Git Product home page Git Product logo

dialoguediscourseparsing's Introduction

Dialogue Discourse Parsing

Code for our paper:

Zhouxing Shi and Minlie Huang. A Deep Sequential Model for Discourse Parsing on Multi-Party Dialogues. In AAAI, 2019.

@inproceedings{shi2019deep,
  title={A Deep Sequential Model for Discourse Parsing on Multi-Party Dialogues},
  author={Shi, Zhouxing and Huang, Minlie},
  booktitle={AAAI},
  year={2019}
}

Requirements

  • Python 2.7
  • Tensorflow 1.3

Data Format

We use JSON format for data. The data file should contain an array consisting of examples represented as objects.
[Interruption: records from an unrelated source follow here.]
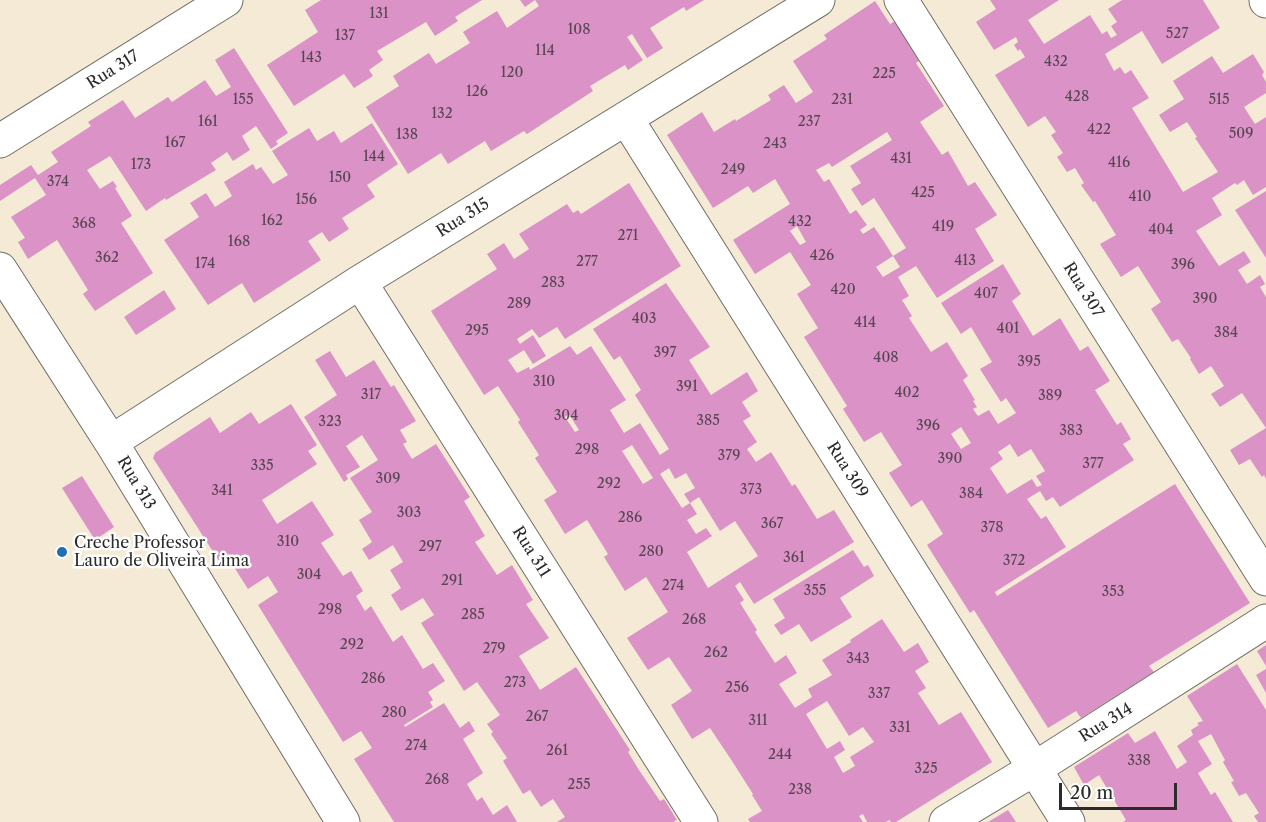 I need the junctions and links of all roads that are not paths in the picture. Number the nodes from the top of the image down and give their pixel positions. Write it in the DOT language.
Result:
graph roads {
  1 [pos="226,0"];
  2 [pos="818,0"];
  3 [pos="901,0"];
  4 [pos="626,118"];
  5 [pos="0,141"];
  6 [pos="0,269"];
  7 [pos="360,282"];
  8 [pos="111,442"];
  9 [pos="1266,579"];
  10 [pos="1266,621"];
  11 [pos="1034,769"];
  12 [pos="343,822"];
  13 [pos="701,822"];
  14 [pos="945,822"];
  15 [pos="1068,822"];
  1 -- 5 [label="street, Rua 317"];
  2 -- 4 [label="street, Rua 315"];
  3 -- 9 [label="street, Rua 307"];
  4 -- 7 [label="street, Rua 315"];
  4 -- 11 [label="street, Rua 309"];
  6 -- 8 [label="street, Rua 313"];
  7 -- 8 [label="street, Rua 315"];
  7 -- 13 [label="street, Rua 311"];
  8 -- 12 [label="street, Rua 313"];
  10 -- 11 [label="street, Rua 314"];
  11 -- 14 [label="street, Rua 314"];
  11 -- 15 [label="street, Rua 309"];
} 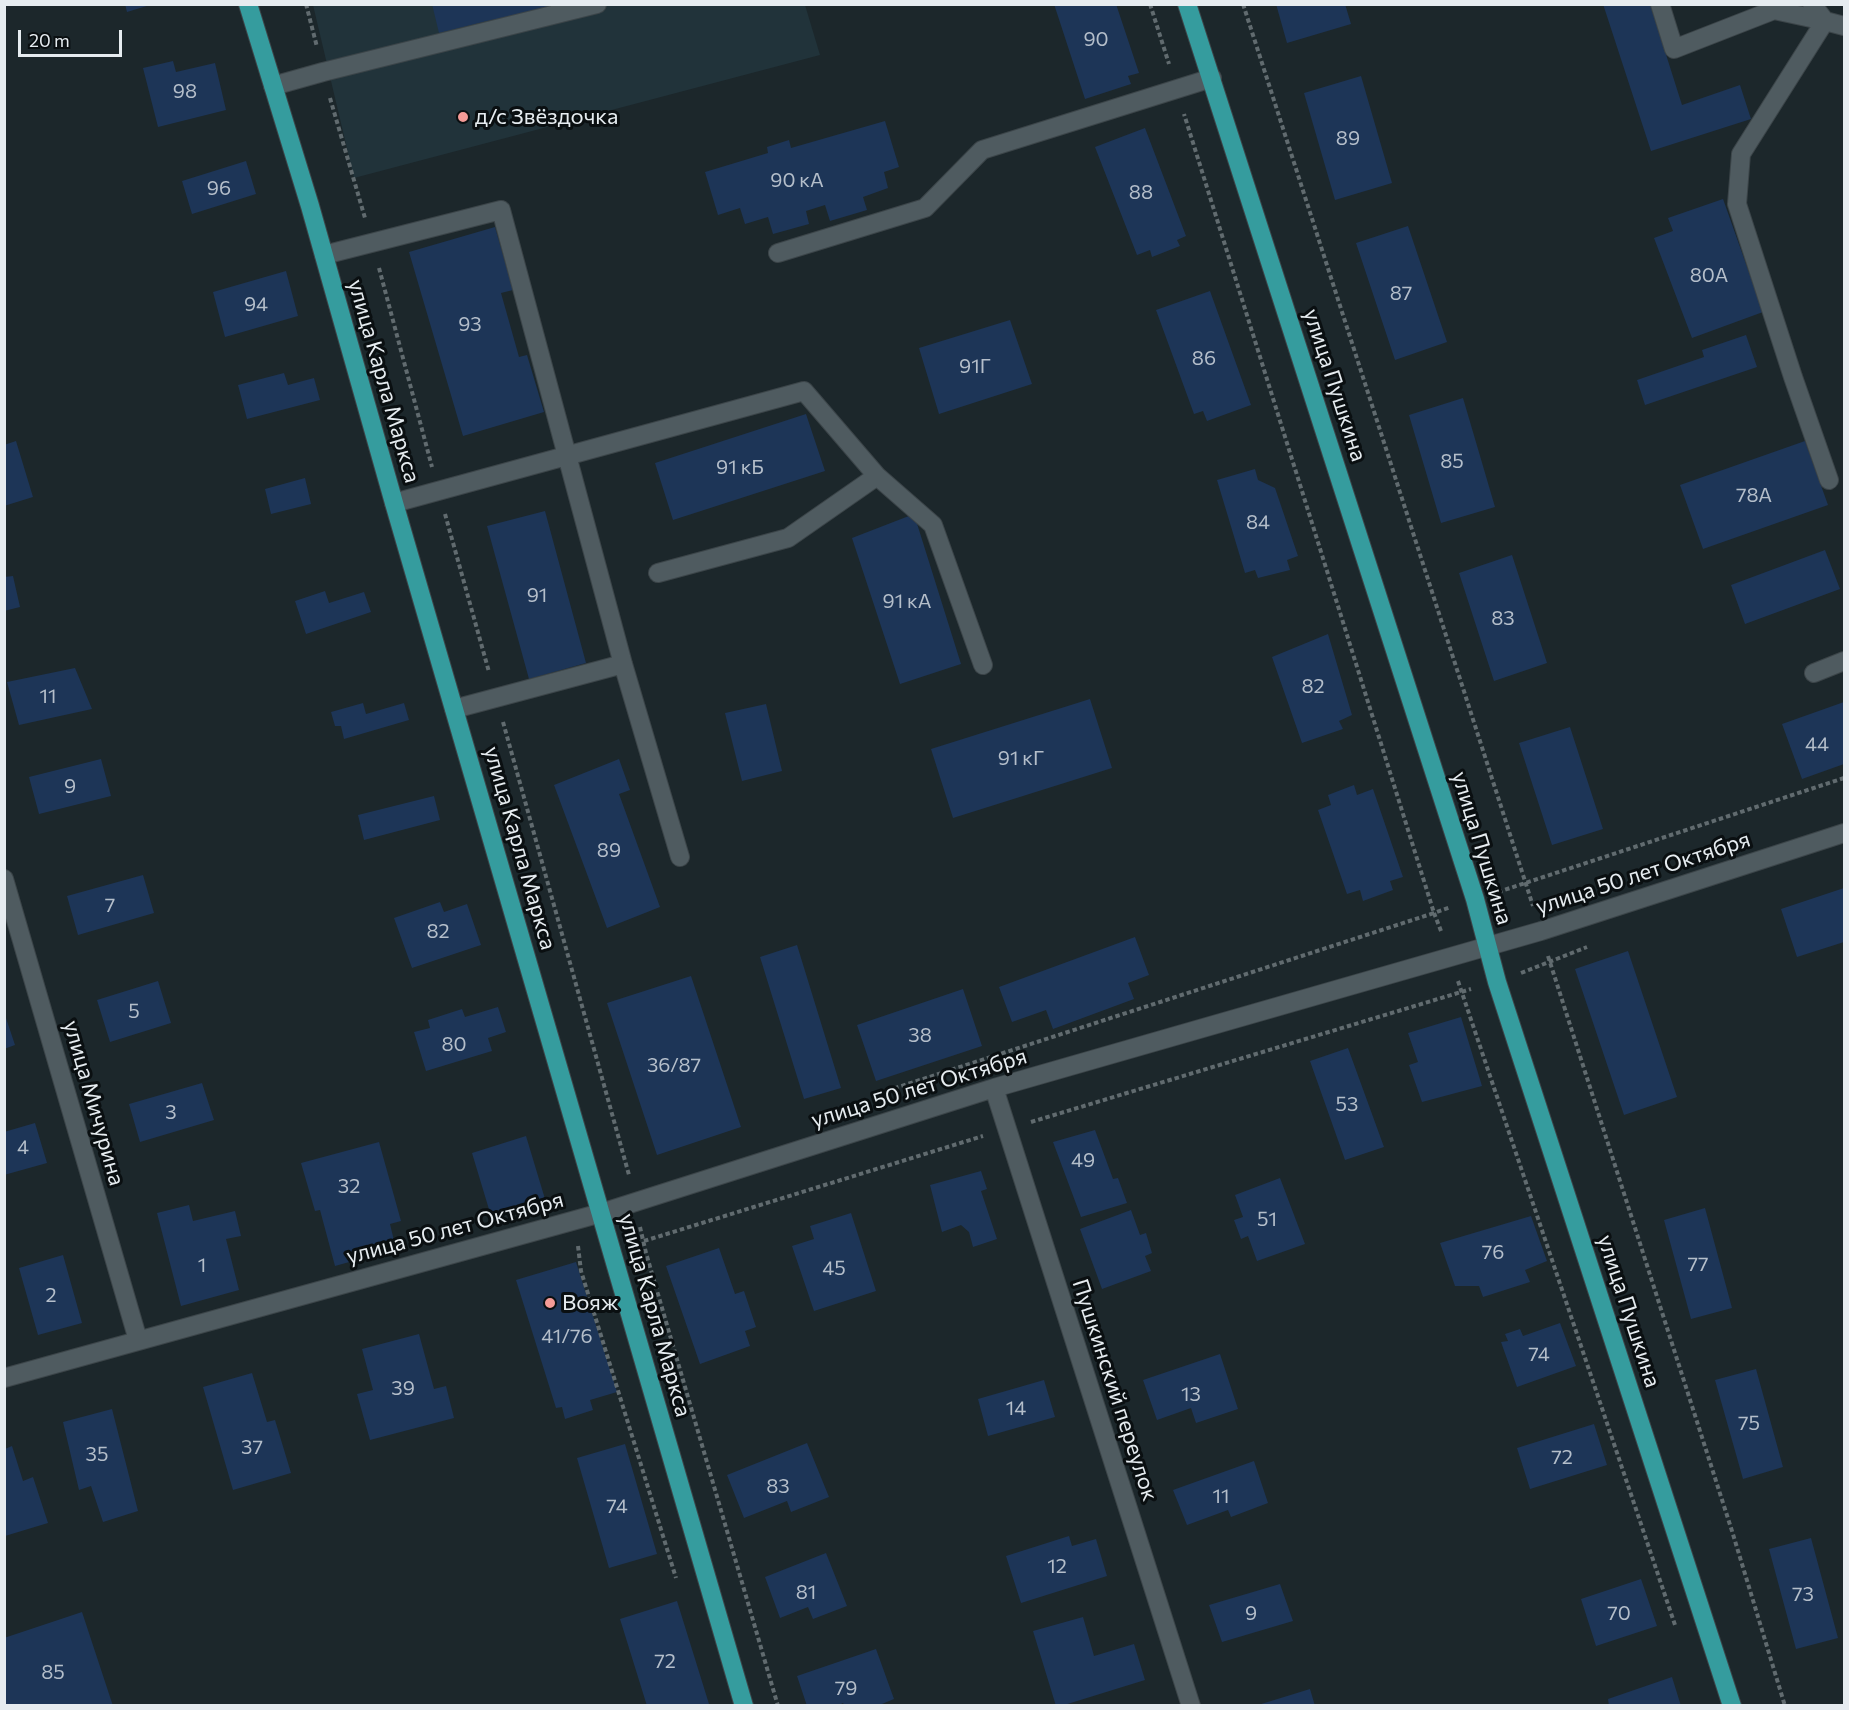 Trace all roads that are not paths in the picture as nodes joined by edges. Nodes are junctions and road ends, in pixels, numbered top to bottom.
1 (248, 4) edge
2 (597, 4) edge
3 (1187, 4) edge
4 (1660, 4) edge
5 (1812, 4) edge
6 (1825, 21) junction
7 (1845, 26) edge
8 (1212, 78) junction
9 (273, 86) junction
10 (778, 253) dead end
11 (324, 255) junction
12 (567, 457) junction
13 (877, 476) junction
14 (1829, 480) dead end
15 (394, 503) junction
16 (658, 573) dead end
17 (1845, 662) edge
18 (623, 664) junction
19 (983, 665) dead end
20 (1814, 673) dead end
21 (454, 709) junction
22 (1845, 833) edge
23 (680, 857) dead end
24 (4, 879) edge
25 (1487, 947) junction
26 (994, 1088) junction
27 (601, 1213) junction
28 (138, 1341) junction
29 (4, 1378) edge
30 (744, 1706) edge
31 (1191, 1706) edge
32 (1732, 1706) edge

1 - 9 main road, улица Карла Маркса
2 - 9 street
3 - 8 main road, улица Пушкина
4 - 6 street
5 - 6 street
6 - 7 street
6 - 14 street
8 - 10 street
8 - 25 main road, улица Пушкина
9 - 11 main road, улица Карла Маркса
11 - 12 street
11 - 15 main road, улица Карла Маркса
12 - 13 street
12 - 15 street
12 - 18 street
13 - 16 street
13 - 19 street
15 - 21 main road, улица Карла Маркса
17 - 20 street
18 - 21 street
18 - 23 street
21 - 27 main road, улица Карла Маркса
22 - 25 street, улица 50 лет Октября
24 - 28 street, улица Мичурина
25 - 26 street, улица 50 лет Октября
25 - 32 main road, улица Пушкина
26 - 27 street, улица 50 лет Октября
26 - 31 street, Пушкинский переулок
27 - 28 street, улица 50 лет Октября
27 - 30 main road, улица Карла Маркса
28 - 29 street, улица 50 лет Октября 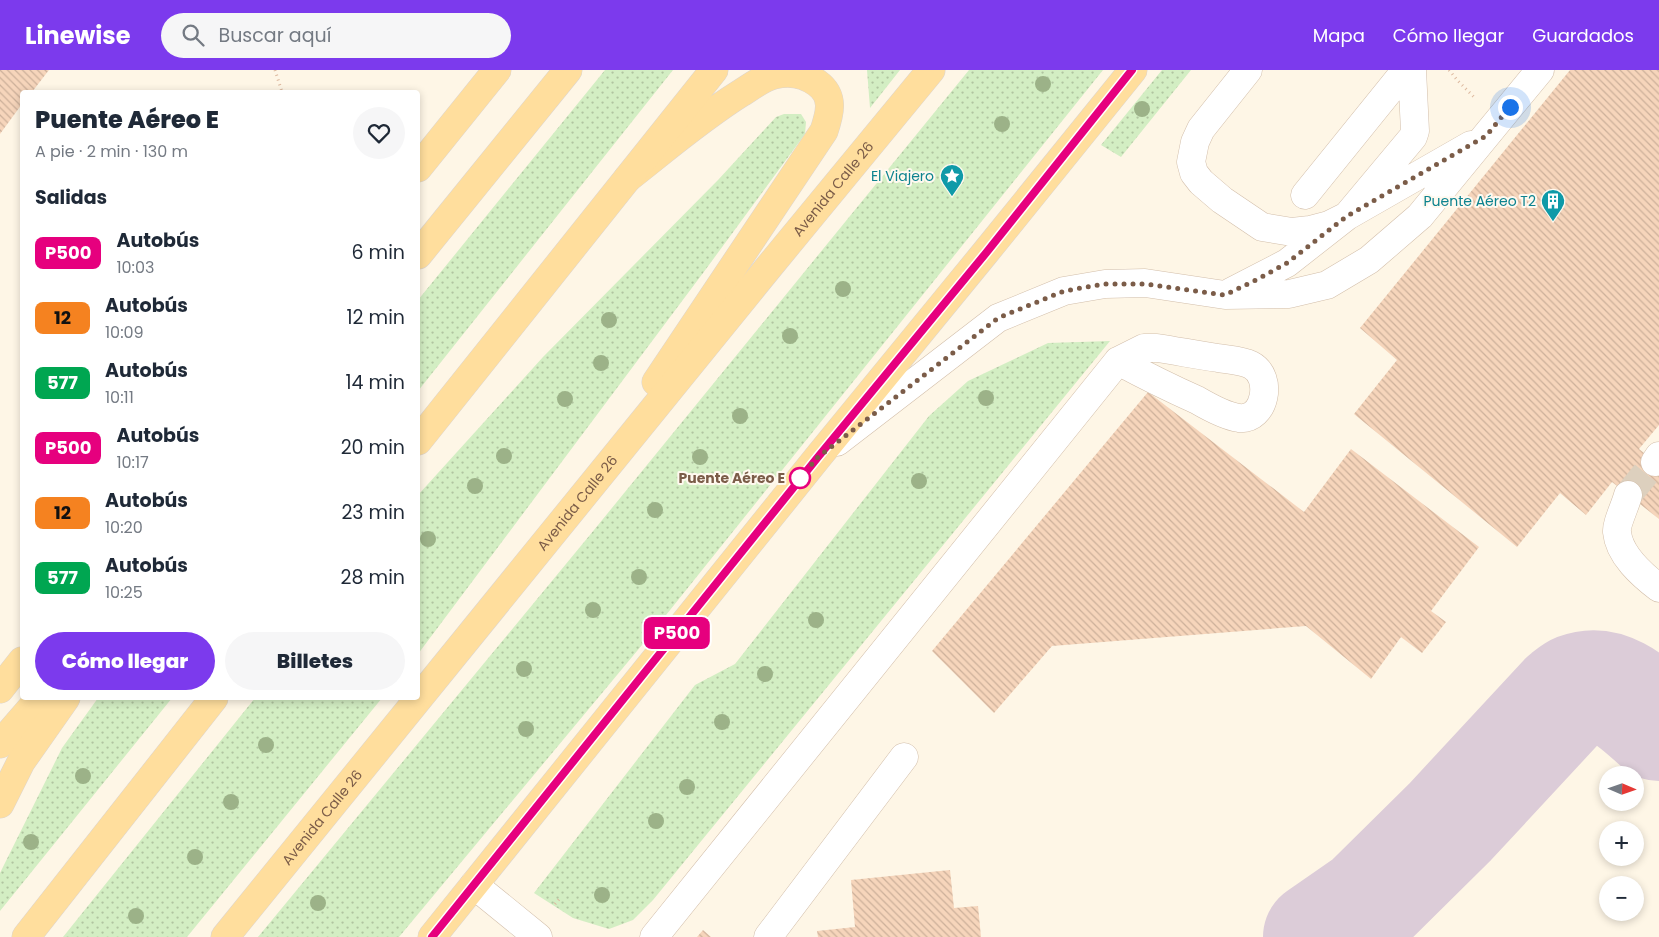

The format for each example object looks like:

{
    // a list of EDUs in the dialogue
    "edus": [ 
        {
            "text": "text of edu 1",
            "speaker": "speaker of edu 1"
        },    
        // ...
    ],
    // a list of relations
    "relations": [
        {
            "x": 0,
            "y": 1,
            "type": "type 1"
        },
        // ...
    ]
}

STAC Corpus

We used the linguistic-only STAC corpus. The latest available verison on the website is stac-linguistic-2018-05-04.zip. It appears that test data is missing in this version. We share the test data we used from the 2018-03-21 version.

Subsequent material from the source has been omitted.